Since 2018 ATAC and Mastercard introduced the "Tap&Go" system to all public transport, it is possible to pay for single rides with credit, debit or prepaid cards, contactless cards or cards enabled for offline payments (OTA). Access to buses, trams, trolleybuses and metro lines is possible also with digital cards on NFC-enabled devices (smartphones, smartwatches, wearables).

== Travel tickets ==

=== Rome ===
- Timed tickets

- BIT: integrated time ticket valid for 100 minutes from the first stamping for a single journey (even on multiple lines) on all means of transport in the urban area of Rome;
- 10-BIT: 10 BIT carnet which can be reactivated at a validator after 100 minutes from the first stamping until the available reactivations are exhausted;
- CIS: integrated weekly card valid for seven days including stamping for an unlimited number of trips on all vehicles in the urban area of Rome;
- Roma24H, Roma48H and Roma72H: tickets valid respectively 24, 48 and 72 hours from the first stamping for an unlimited number of trips on all transport in the urban area of Rome;

- Pass (Metrebus Card)

- Monthly: season ticket valid for one calendar month for travel on all vehicles in the urban area of Rome; it can be personal or impersonal (therefore transferable);
- Annual: subscription valid for 365 days from the recharge date for travel on all vehicles in the urban area of Rome.

=== Lazio ===
- Timed tickets

- BIRG: timed ticket valid until midnight on the day of validation for an unlimited number of trips within the region within the indicated areas;
- BTR: timed ticket valid until midnight of the third day including the day of validation itself for an unlimited number of trips within the territory of the region within the indicated areas;
- CIRS: timed ticket valid until midnight on the seventh day including that of the validation itself for an unlimited number of trips within the territory of the region within the indicated areas;

- Pass (Metrebus Card)

- Monthly: zone pass valid for the calendar month shown on the card for an unlimited number of trips within the region within the indicated zones;
- Annual: zone pass valid for 365 days from the date shown on the card for an unlimited number of trips within the region within the indicated zones;
- Annual Student Pass: discounted pass valid from 1 September to 30 June of the following year for an unlimited number of trips within the region within the indicated areas.

==Release==
After the contract was awarded to the ERG Motorola Alliance in 1999, the card system was rolled out across Rome, with the system becoming fully operational in 2001.
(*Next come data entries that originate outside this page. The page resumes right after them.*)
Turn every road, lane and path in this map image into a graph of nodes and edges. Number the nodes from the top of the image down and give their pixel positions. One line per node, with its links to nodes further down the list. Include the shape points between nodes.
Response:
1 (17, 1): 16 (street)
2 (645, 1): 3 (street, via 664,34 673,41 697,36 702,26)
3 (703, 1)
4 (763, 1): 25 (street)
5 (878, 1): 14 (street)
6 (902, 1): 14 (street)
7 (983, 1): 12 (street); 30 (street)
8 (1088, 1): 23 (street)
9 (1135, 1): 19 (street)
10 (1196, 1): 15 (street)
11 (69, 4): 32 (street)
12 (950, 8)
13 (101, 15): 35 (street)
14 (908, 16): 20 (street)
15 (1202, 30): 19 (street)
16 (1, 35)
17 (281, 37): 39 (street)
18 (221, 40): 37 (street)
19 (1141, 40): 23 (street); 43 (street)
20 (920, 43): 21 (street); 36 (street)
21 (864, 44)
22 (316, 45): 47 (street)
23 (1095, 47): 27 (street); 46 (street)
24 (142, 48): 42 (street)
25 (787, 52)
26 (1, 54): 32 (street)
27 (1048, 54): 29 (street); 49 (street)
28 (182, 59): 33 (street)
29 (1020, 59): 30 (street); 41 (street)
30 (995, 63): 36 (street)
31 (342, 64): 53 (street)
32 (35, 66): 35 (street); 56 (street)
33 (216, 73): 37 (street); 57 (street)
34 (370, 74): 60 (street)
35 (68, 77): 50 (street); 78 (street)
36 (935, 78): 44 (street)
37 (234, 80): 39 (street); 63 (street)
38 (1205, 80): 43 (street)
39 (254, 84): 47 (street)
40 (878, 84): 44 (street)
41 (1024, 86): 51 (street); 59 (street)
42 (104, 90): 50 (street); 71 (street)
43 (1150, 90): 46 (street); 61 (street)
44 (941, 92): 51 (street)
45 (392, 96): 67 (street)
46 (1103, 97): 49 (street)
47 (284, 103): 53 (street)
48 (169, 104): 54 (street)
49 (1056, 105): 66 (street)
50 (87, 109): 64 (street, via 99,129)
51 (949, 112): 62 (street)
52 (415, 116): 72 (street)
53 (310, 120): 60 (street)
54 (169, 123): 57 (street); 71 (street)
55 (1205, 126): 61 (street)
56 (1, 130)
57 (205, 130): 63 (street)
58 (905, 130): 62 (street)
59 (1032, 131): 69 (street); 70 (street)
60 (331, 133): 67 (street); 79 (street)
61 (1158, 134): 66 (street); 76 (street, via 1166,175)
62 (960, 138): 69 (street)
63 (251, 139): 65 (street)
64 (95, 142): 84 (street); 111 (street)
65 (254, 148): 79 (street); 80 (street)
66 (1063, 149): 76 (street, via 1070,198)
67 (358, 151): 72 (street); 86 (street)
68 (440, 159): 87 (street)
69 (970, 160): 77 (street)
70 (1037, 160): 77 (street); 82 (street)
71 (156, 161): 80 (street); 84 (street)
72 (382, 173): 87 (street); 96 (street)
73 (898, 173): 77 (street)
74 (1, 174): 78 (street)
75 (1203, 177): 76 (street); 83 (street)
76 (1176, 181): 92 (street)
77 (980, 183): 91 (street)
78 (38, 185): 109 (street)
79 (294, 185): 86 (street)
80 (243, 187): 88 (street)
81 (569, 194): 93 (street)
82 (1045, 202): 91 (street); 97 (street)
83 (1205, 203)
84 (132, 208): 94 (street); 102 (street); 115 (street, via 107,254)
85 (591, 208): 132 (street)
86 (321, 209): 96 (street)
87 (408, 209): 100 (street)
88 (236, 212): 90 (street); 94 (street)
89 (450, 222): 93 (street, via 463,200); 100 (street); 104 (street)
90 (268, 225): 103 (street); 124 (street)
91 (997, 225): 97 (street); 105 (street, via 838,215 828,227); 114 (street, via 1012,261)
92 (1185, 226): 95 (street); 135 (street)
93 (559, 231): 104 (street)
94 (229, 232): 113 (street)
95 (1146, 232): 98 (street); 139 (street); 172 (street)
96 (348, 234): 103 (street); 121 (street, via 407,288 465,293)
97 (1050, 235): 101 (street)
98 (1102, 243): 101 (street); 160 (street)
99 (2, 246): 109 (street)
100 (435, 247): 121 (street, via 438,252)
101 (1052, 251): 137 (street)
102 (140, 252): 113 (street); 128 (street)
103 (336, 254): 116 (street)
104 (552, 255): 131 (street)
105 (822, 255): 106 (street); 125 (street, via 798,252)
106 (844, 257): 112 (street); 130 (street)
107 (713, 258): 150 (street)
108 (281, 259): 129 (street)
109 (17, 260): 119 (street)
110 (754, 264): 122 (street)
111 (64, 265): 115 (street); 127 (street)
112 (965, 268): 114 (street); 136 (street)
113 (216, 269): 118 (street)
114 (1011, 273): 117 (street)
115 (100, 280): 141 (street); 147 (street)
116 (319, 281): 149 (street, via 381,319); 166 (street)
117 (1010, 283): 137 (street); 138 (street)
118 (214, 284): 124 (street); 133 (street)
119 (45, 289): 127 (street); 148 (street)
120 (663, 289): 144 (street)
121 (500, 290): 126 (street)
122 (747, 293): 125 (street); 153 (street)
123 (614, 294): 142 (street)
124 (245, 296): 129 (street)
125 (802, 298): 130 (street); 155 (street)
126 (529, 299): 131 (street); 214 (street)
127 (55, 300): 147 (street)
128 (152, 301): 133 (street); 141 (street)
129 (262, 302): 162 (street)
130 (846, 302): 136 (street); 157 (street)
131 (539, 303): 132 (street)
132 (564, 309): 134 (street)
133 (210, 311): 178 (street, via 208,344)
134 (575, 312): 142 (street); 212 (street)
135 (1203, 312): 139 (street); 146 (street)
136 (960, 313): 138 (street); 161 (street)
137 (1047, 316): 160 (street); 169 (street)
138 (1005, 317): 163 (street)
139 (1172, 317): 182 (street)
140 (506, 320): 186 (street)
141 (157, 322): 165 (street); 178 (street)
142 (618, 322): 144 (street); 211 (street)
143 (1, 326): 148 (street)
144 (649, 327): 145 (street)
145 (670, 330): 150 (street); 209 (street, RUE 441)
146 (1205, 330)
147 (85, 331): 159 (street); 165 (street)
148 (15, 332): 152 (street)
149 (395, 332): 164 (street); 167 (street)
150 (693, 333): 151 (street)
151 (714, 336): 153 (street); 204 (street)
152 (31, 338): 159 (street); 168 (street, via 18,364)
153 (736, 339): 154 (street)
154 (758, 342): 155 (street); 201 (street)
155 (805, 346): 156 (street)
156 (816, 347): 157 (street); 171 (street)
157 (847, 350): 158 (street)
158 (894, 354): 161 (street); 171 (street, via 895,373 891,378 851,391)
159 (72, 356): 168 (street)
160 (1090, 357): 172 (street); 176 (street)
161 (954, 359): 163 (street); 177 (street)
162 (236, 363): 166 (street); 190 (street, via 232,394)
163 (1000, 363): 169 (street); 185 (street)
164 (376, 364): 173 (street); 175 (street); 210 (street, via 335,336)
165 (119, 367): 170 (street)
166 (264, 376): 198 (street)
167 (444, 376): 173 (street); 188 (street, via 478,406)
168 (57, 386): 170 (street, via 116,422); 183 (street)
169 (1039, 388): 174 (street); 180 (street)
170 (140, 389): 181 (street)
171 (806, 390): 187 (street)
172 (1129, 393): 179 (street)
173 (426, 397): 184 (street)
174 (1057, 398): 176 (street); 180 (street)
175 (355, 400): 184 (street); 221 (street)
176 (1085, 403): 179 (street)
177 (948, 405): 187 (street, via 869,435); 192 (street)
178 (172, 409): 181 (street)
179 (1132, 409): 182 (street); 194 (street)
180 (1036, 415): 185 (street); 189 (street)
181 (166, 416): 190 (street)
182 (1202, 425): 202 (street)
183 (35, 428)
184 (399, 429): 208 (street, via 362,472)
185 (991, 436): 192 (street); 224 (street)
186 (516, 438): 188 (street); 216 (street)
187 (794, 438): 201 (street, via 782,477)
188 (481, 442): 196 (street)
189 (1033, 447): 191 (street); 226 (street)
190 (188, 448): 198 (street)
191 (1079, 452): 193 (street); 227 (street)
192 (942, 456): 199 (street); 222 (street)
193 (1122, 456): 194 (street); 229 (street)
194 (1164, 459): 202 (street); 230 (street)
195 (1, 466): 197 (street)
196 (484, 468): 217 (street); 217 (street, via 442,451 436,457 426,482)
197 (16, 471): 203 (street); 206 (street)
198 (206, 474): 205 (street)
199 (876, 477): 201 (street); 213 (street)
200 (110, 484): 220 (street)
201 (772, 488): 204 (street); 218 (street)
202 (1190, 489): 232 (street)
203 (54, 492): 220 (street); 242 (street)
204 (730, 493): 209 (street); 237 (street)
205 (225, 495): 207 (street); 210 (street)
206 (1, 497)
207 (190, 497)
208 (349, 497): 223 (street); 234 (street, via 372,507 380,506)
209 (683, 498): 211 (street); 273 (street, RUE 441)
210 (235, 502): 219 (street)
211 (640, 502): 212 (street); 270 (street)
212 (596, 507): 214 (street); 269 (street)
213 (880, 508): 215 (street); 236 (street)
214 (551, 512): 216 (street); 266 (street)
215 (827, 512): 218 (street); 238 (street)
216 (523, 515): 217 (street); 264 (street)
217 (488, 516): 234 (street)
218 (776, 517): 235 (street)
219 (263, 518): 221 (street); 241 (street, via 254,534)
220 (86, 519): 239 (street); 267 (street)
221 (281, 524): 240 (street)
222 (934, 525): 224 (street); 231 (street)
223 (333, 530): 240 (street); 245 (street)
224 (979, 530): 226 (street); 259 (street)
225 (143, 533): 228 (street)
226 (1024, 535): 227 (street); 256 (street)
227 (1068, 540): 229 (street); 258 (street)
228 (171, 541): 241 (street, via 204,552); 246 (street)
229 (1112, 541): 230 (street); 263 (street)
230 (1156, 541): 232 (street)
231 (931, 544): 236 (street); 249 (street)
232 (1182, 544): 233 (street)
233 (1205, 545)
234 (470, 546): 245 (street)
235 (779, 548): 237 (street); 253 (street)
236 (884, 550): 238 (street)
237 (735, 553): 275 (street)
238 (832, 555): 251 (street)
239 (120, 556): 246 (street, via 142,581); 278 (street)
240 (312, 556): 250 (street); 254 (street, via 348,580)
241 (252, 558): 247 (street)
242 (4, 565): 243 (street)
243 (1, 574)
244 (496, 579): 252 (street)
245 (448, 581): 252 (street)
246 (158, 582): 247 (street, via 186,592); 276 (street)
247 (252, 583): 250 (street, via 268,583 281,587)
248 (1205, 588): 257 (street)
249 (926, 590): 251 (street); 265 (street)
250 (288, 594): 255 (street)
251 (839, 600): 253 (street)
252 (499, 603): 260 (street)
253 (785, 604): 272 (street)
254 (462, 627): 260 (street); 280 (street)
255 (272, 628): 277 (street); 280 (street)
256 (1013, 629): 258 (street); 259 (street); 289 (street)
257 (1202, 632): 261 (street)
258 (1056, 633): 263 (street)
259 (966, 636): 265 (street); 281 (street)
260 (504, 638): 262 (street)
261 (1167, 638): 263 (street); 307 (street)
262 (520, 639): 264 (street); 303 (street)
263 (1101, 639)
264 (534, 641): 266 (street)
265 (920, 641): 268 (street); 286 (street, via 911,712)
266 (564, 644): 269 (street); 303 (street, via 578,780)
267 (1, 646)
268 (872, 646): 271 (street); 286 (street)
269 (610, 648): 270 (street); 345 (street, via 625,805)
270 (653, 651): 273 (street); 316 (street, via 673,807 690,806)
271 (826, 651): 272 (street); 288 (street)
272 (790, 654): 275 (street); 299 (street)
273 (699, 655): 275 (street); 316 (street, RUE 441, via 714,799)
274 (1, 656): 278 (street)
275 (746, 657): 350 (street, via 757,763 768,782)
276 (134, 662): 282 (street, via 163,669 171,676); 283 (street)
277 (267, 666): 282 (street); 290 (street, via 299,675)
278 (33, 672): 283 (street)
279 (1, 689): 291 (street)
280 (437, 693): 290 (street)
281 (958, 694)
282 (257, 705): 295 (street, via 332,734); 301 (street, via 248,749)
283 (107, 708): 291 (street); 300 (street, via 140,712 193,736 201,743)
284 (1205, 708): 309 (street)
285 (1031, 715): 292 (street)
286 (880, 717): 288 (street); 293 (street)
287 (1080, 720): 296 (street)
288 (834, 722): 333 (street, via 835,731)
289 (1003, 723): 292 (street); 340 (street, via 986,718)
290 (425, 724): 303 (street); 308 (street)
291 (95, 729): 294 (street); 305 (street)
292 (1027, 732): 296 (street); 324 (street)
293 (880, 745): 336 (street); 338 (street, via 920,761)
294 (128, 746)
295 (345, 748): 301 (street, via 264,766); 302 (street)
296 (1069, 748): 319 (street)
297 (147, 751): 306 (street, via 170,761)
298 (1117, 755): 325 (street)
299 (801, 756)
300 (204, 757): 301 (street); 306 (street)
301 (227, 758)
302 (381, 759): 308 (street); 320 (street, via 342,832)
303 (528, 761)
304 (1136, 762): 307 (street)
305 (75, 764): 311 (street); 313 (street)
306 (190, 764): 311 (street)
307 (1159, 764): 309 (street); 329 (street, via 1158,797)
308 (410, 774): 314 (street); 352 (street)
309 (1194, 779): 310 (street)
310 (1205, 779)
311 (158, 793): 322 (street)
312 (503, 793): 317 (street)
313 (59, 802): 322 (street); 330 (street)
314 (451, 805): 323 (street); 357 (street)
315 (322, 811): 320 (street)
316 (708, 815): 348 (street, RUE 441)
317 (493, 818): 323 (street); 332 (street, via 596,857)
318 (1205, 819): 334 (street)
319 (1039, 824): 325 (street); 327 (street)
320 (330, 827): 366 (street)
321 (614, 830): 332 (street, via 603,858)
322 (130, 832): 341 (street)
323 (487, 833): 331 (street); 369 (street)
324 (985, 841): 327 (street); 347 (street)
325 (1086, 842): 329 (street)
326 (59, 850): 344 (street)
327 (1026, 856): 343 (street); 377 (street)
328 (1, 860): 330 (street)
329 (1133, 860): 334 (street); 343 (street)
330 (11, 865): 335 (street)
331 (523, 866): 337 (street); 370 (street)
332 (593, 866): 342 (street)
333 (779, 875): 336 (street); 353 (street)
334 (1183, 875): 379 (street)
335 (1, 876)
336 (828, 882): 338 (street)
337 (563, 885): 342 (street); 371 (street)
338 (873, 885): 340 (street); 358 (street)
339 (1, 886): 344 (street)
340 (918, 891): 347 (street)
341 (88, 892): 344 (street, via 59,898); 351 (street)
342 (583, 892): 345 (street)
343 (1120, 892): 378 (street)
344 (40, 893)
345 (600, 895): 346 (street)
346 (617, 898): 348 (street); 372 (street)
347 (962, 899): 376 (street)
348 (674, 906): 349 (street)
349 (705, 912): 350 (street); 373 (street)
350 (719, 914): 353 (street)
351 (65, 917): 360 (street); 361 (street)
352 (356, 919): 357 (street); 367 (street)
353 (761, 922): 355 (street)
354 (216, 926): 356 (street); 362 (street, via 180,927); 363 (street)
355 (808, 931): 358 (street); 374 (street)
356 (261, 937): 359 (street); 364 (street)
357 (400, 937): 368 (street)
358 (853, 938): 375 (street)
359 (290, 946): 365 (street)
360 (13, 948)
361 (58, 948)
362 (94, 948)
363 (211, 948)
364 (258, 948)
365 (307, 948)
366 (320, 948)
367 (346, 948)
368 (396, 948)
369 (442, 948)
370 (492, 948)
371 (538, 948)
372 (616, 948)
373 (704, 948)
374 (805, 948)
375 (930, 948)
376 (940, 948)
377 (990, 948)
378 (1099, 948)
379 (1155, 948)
In 2009 in Anagnina, car parking with Metrebus was introduced, which involved swiping the card at entry and exit to the car park, with validators stationed there. This has allowed for improved traffic fluidity. There have been plans to extend this trial, with Montebello also set to receive this feature, which would again help the car park when all 354 spaces are occupied.

In 2011, a new VISA style smart card was implemented, with a much sturdier design and longer lifespan.

In April 2013, ATM top up for the Red Metrebus Card was implemented with its migration from contactless magnetic card to contactless smartcard. These cards can be reloaded by visiting any UniCredit ATM and entering the card number.

In June 2018, the Red Metrebus Card was replaced by a new one, which allowed Pay&Go in car parks and to reload it and purchase transport titles in PARC meters as well as with an NFC smartphone.

==Purchase==
All Metrebus tickets can be purchased also at ATAC ticket offices at the following stations: Anagnina, Battistini, Cornelia, Lepanto, Ottaviano S. Pietro, Laurentina, EUR Fermi, Ponte Mammolo, Termini, and Conca d’Oro.